The right tool for putting together the calendar depends on how you prefer to do things, and the complexity of your content creation and scheduling. There are viable solutions for everyone, from a simple implementation suitable for a one-person show, to complex applications for team collaboration.

Trello

Trello uses the simple idea of a kanban board to provide a powerful way to organize ideas and workflows. Their basic plan is free to use, and amazingly versatile. For larger projects, paid plans start at $9.99 per month.

CoSchedule

CoSchedule offers a powerful calendar interface that can be used for several different purposes. In addition to scheduling your content, there are functions allowing you to break things down into more specific areas as well as social media integration and analytics. CoSchedule makes it easy to plan and collaborate with a team. Plans start at $60 per month.

WordPress Editorial Calendar

If your law firm already uses WordPress as its content management system, you’re in luck! Instead of relying on memory to know when to post your saved drafts, try downloading the free editorial calendar extension. While its collaboration and social media capabilities are limited, this can be a good option for smaller law firms or individual lawyers that simply want their content to be more consistent and organized.

HubSpot Editorial Calendar

While we’re big fans of all of HubSpot’s features, you don’t even need to be a HubSpot user to download this free editorial calendar template for your firm. If you’re curious about creating a blog editorial calendar for your law firm, but don’t want to commit to a paid tool, this downloadable is a great place to start. HubSpot takes the guesswork out of what should be included in an editorial calendar and includes basic fields such as the type of content, associated keywords, and date to be posted.

G Suite

If your content creation team is pretty much just you, Google Calendar might be all you need. The trick is to create a new calendar under your existing account so that things like business meetings and personal appointments aren’t mixed up with your content schedule.

Simply create a new calendar and add events on the days where you want to publish. You can create repeating events and then just go through once a month to fill in specific topics. Google Calendar is also easy to share with anyone else using a Gmail account.
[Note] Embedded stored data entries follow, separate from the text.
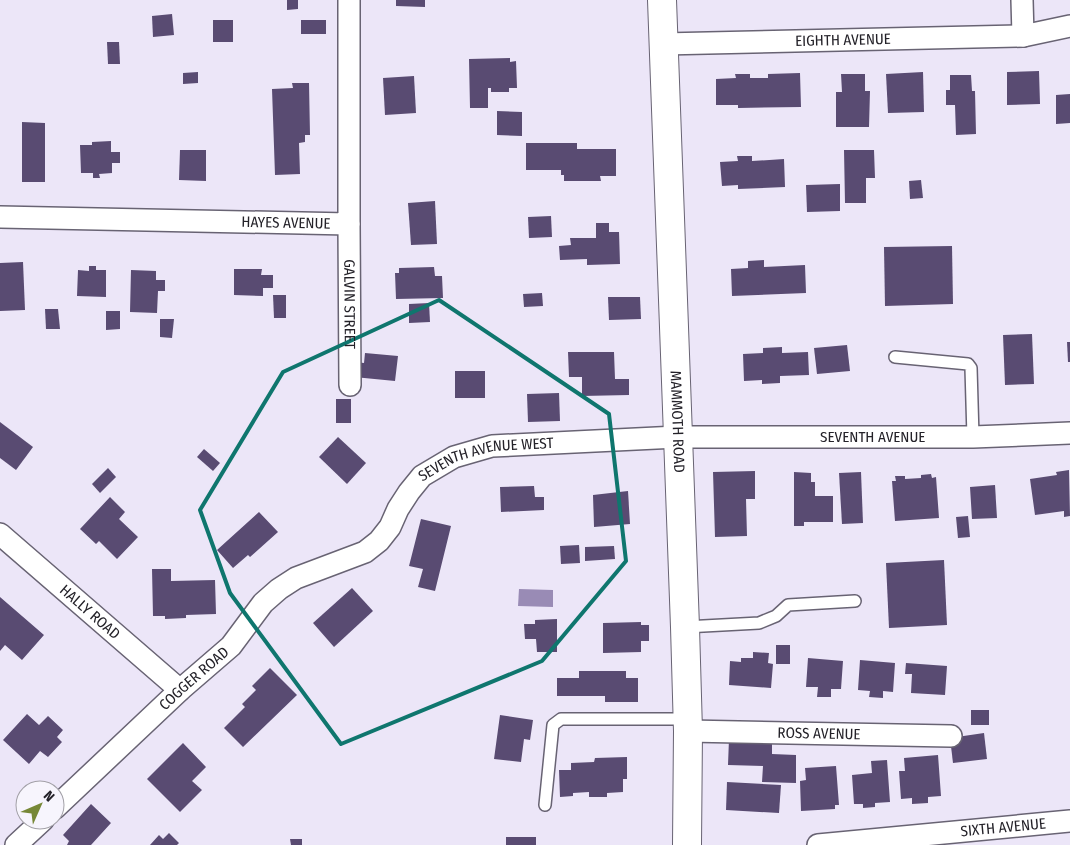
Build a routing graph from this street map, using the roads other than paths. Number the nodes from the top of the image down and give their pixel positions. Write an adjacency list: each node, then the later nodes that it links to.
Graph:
1 (349, 0): 8 (street, HAYES AVENUE)
2 (662, 0): 6 (main road, MAMMOTH ROAD)
3 (1022, 0): 5 (street)
4 (1070, 26): 5 (street, EIGHTH AVENUE)
5 (1023, 36): 6 (street, EIGHTH AVENUE)
6 (663, 44): 13 (main road, MAMMOTH ROAD)
7 (0, 217): 8 (street, HAYES AVENUE)
8 (349, 224): 10 (street, GALVIN STREET)
9 (895, 357): 12 (lane)
10 (350, 385)
11 (1070, 433): 12 (street, SEVENTH AVENUE)
12 (973, 437): 13 (street, SEVENTH AVENUE)
13 (677, 438): 15 (street, SEVENTH AVENUE WEST); 17 (main road, MAMMOTH ROAD)
14 (0, 534): 18 (street, HALLY ROAD)
15 (338, 563): 18 (street, COGGER ROAD)
16 (855, 601): 17 (lane)
17 (685, 627): 19 (main road, MAMMOTH ROAD)
18 (180, 690): 21 (street, COGGER ROAD)
19 (688, 725): 20 (street, ROSS AVENUE); 22 (lane); 28 (main road, MAMMOTH ROAD)
20 (951, 736)
21 (65, 799)
22 (545, 805)
23 (1070, 820): 29 (street, SIXTH AVENUE)
24 (32, 830): 27 (street)
25 (0, 841): 26 (street)
26 (5, 845)
27 (16, 845)
28 (687, 845)
29 (818, 845)

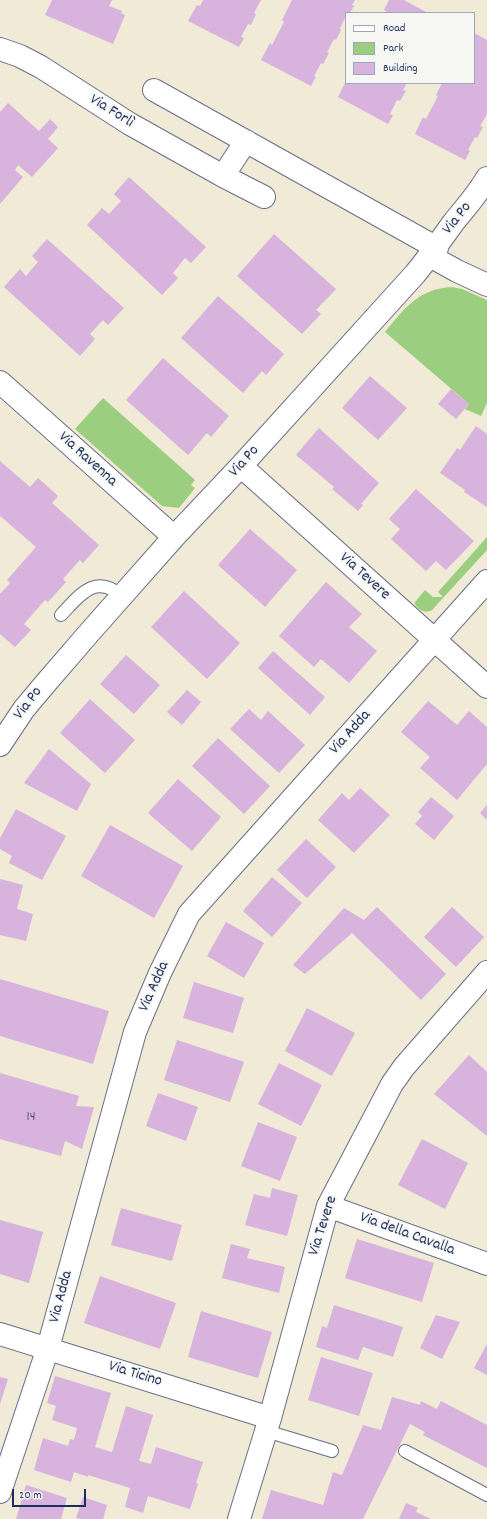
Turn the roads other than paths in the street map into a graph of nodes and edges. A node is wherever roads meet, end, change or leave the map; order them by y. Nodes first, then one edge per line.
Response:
1 (0, 49) edge
2 (154, 90) dead end
3 (246, 142) junction
4 (223, 176) junction
5 (487, 178) edge
6 (264, 197) dead end
7 (433, 252) junction
8 (487, 285) edge
9 (0, 382) edge
10 (241, 466) junction
11 (174, 537) junction
12 (487, 581) edge
13 (122, 596) junction
14 (61, 615) dead end
15 (434, 640) junction
16 (487, 687) edge
17 (0, 745) edge
18 (487, 972) edge
19 (328, 1206) junction
20 (487, 1264) edge
21 (0, 1334) edge
22 (48, 1348) junction
23 (268, 1424) junction
24 (332, 1451) dead end
25 (405, 1451) dead end
26 (0, 1492) edge
27 (487, 1495) edge
28 (238, 1519) edge

1 - 4 street, Via Forlì
2 - 3 street
3 - 4 street
3 - 7 street
4 - 6 street, Via Forlì
5 - 7 street, Via Po
7 - 8 street
7 - 10 street, Via Po
9 - 11 street, Via Ravenna
10 - 11 street, Via Po
10 - 15 street, Via Tevere
11 - 13 street, Via Po
12 - 15 street, Via Adda
13 - 14 lane
13 - 17 street, Via Po
15 - 16 street, Via Tevere
15 - 22 street, Via Adda
18 - 19 street, Via Tevere
19 - 20 street, Via della Cavalla
19 - 23 street, Via Tevere
21 - 22 street, Via Ticino
22 - 23 street, Via Ticino
22 - 26 street, Via Adda
23 - 24 lane
23 - 28 street, Via Tevere
25 - 27 lane

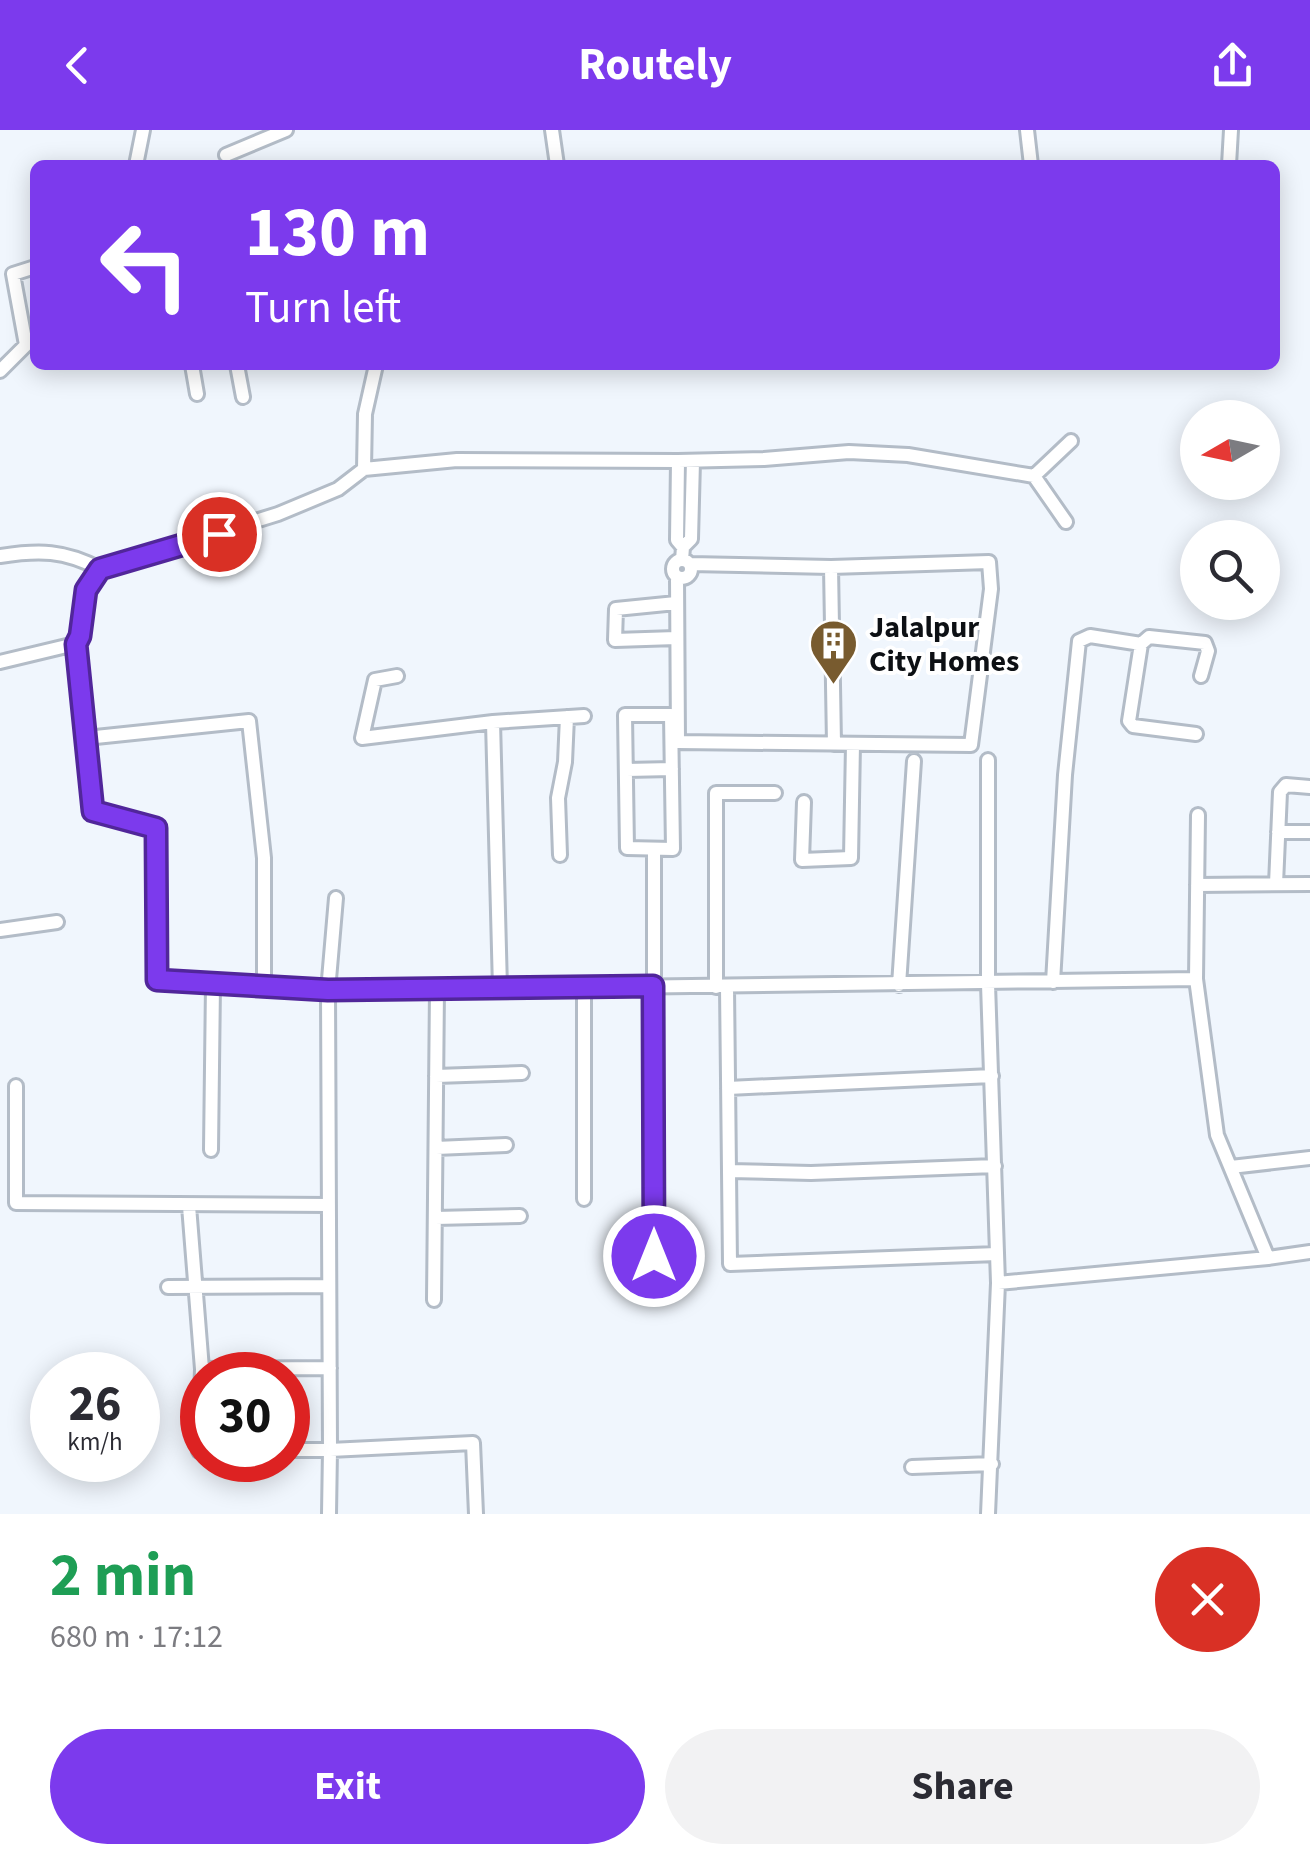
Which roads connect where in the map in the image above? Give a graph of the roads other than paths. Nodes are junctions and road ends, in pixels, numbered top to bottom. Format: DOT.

If your needs are a little too complex for Google Calendar, but not quite complicated enough for paid solutions, Google Sheets might fit the bill. There will be a bit of effort needed to get the initial template set up, but it will be a time saver in the end.

On Track and On Time

An editorial calendar might just be the best thing you do to increase the effectiveness of your law firm’s content marketing. Creating the calendar will force you to put together a coherent plan. Referencing the calendar as content is produced will help maintain focus and ensure that everyone is working toward the same goal. In the end, your content will have an overall consistency that drives audience interest, engagement, and conversions.